START DATA SECTION

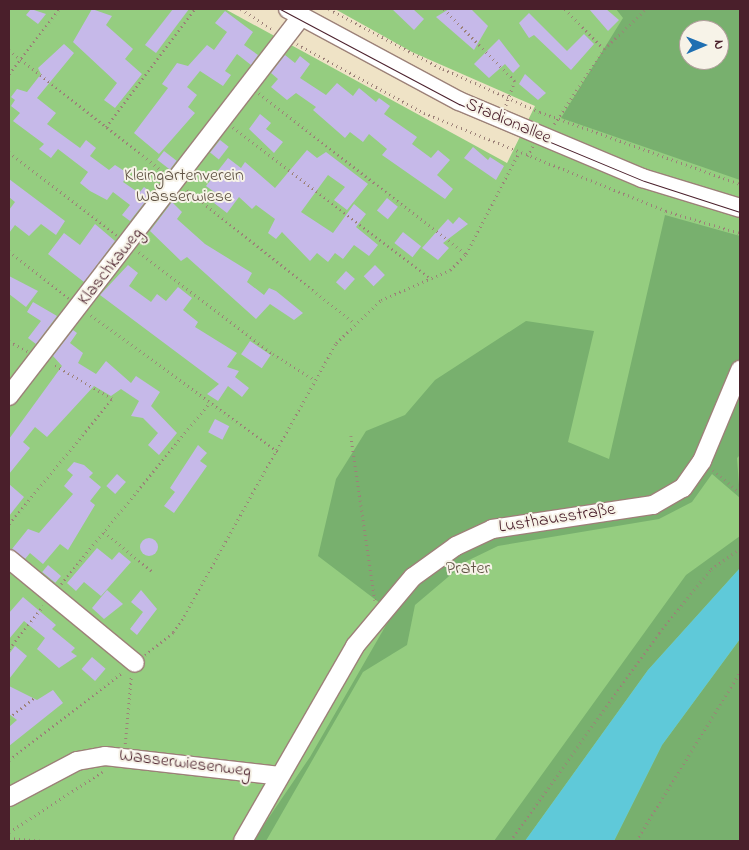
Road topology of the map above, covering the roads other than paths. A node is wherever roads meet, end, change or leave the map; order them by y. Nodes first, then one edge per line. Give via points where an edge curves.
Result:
1 (294, 13) edge
2 (740, 208) edge
3 (740, 370) edge
4 (9, 396) edge
5 (9, 559) edge
6 (135, 663) road end
7 (280, 776) junction
8 (9, 796) edge
9 (243, 841) edge

1 - 2 street, Stadionallee via 400,71 545,138 676,190
1 - 4 street, Klaschkaweg via 286,38
3 - 7 street, Lusthausstraße via 702,461 683,488 653,505 492,528 465,541 413,576 355,646
5 - 6 street
7 - 8 street, Wasserwiesenweg via 105,756 76,761
7 - 9 street, Lusthausstraße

END DATA SECTION

WHAT THE TASK REQUIRES | Please output all of the entries exactly as they appear, with no pictures.

ANSWER SPACE |
Road topology of the map above, covering the roads other than paths. A node is wherever roads meet, end, change or leave the map; order them by y. Nodes first, then one edge per line. Give via points where an edge curves.
Result:
1 (294, 13) edge
2 (740, 208) edge
3 (740, 370) edge
4 (9, 396) edge
5 (9, 559) edge
6 (135, 663) road end
7 (280, 776) junction
8 (9, 796) edge
9 (243, 841) edge

1 - 2 street, Stadionallee via 400,71 545,138 676,190
1 - 4 street, Klaschkaweg via 286,38
3 - 7 street, Lusthausstraße via 702,461 683,488 653,505 492,528 465,541 413,576 355,646
5 - 6 street
7 - 8 street, Wasserwiesenweg via 105,756 76,761
7 - 9 street, Lusthausstraße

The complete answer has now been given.